··· DATA TO PROCESS ···
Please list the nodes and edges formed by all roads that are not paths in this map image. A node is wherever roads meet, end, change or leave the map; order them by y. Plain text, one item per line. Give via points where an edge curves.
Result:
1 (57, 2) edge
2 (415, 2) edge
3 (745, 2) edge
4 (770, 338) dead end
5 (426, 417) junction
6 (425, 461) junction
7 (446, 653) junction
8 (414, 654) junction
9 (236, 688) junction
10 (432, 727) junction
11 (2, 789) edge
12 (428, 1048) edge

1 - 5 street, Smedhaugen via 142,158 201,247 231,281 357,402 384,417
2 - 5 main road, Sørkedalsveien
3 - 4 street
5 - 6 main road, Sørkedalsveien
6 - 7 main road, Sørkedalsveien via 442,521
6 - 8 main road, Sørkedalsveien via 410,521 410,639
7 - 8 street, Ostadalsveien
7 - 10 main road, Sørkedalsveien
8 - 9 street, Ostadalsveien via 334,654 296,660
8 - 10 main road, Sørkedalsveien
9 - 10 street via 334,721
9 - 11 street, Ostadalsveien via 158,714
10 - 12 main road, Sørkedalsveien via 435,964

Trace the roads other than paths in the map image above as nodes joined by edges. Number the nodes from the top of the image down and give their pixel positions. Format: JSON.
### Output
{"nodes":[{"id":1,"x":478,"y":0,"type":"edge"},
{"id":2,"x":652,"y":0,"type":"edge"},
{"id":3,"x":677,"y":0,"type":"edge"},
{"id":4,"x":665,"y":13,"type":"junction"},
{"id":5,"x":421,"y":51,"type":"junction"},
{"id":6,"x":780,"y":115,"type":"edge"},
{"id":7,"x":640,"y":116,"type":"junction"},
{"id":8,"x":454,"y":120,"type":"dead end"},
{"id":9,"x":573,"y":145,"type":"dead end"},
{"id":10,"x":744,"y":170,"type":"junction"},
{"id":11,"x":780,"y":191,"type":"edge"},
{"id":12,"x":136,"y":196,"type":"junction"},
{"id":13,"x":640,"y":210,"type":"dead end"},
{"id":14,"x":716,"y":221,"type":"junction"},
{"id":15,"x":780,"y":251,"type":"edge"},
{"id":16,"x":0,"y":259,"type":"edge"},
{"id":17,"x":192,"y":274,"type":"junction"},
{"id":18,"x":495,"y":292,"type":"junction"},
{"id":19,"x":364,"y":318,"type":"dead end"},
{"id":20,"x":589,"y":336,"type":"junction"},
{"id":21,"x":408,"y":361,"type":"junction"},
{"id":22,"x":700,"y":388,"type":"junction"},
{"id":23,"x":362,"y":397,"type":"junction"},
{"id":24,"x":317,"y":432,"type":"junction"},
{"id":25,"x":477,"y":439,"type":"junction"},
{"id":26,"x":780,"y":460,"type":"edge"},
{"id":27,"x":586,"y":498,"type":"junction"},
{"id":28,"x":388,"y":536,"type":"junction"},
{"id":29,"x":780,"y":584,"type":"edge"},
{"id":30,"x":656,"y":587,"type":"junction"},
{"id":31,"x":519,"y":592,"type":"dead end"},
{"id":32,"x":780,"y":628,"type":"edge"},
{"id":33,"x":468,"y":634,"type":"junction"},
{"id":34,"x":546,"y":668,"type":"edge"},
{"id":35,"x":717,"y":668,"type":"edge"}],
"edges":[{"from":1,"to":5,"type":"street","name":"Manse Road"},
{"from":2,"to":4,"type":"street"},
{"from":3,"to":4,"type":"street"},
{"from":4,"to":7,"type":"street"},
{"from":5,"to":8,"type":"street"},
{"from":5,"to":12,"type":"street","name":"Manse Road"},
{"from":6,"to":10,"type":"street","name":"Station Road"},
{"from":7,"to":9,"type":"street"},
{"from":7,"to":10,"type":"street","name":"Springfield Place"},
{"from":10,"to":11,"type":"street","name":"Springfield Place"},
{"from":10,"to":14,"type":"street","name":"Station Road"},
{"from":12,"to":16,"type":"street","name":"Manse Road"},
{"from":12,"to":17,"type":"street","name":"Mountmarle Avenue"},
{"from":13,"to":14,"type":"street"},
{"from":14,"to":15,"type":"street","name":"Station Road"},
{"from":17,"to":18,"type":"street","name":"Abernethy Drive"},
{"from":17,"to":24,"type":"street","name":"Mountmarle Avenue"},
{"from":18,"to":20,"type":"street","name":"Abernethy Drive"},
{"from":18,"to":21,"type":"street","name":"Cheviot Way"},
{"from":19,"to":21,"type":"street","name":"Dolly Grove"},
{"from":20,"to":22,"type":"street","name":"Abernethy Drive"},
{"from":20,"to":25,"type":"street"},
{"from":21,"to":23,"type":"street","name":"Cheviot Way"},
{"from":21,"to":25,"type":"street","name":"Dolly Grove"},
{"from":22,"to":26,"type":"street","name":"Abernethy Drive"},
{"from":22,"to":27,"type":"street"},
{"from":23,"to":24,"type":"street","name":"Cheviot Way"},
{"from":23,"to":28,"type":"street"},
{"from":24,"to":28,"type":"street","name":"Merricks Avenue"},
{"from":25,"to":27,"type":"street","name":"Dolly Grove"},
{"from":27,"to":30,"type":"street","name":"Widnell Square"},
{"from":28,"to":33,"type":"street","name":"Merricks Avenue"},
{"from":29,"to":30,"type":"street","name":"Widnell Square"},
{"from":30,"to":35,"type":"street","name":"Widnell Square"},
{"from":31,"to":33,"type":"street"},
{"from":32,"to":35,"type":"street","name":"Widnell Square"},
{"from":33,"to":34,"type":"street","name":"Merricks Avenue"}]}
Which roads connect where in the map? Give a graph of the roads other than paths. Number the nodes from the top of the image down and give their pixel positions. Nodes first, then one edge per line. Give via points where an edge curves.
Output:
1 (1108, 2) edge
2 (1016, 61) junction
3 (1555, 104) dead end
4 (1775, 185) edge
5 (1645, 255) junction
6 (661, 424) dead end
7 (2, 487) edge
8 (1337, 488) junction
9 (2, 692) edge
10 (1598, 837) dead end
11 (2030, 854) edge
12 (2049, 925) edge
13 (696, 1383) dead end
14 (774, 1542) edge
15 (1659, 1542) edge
···
WHAT YOU HAVE TO DO → Please copy each line of the records above in which the word "Dolly" can be found.

RESPONSE TO THE TASK →
{"from":19,"to":21,"type":"street","name":"Dolly Grove"},
{"from":21,"to":25,"type":"street","name":"Dolly Grove"},
{"from":25,"to":27,"type":"street","name":"Dolly Grove"},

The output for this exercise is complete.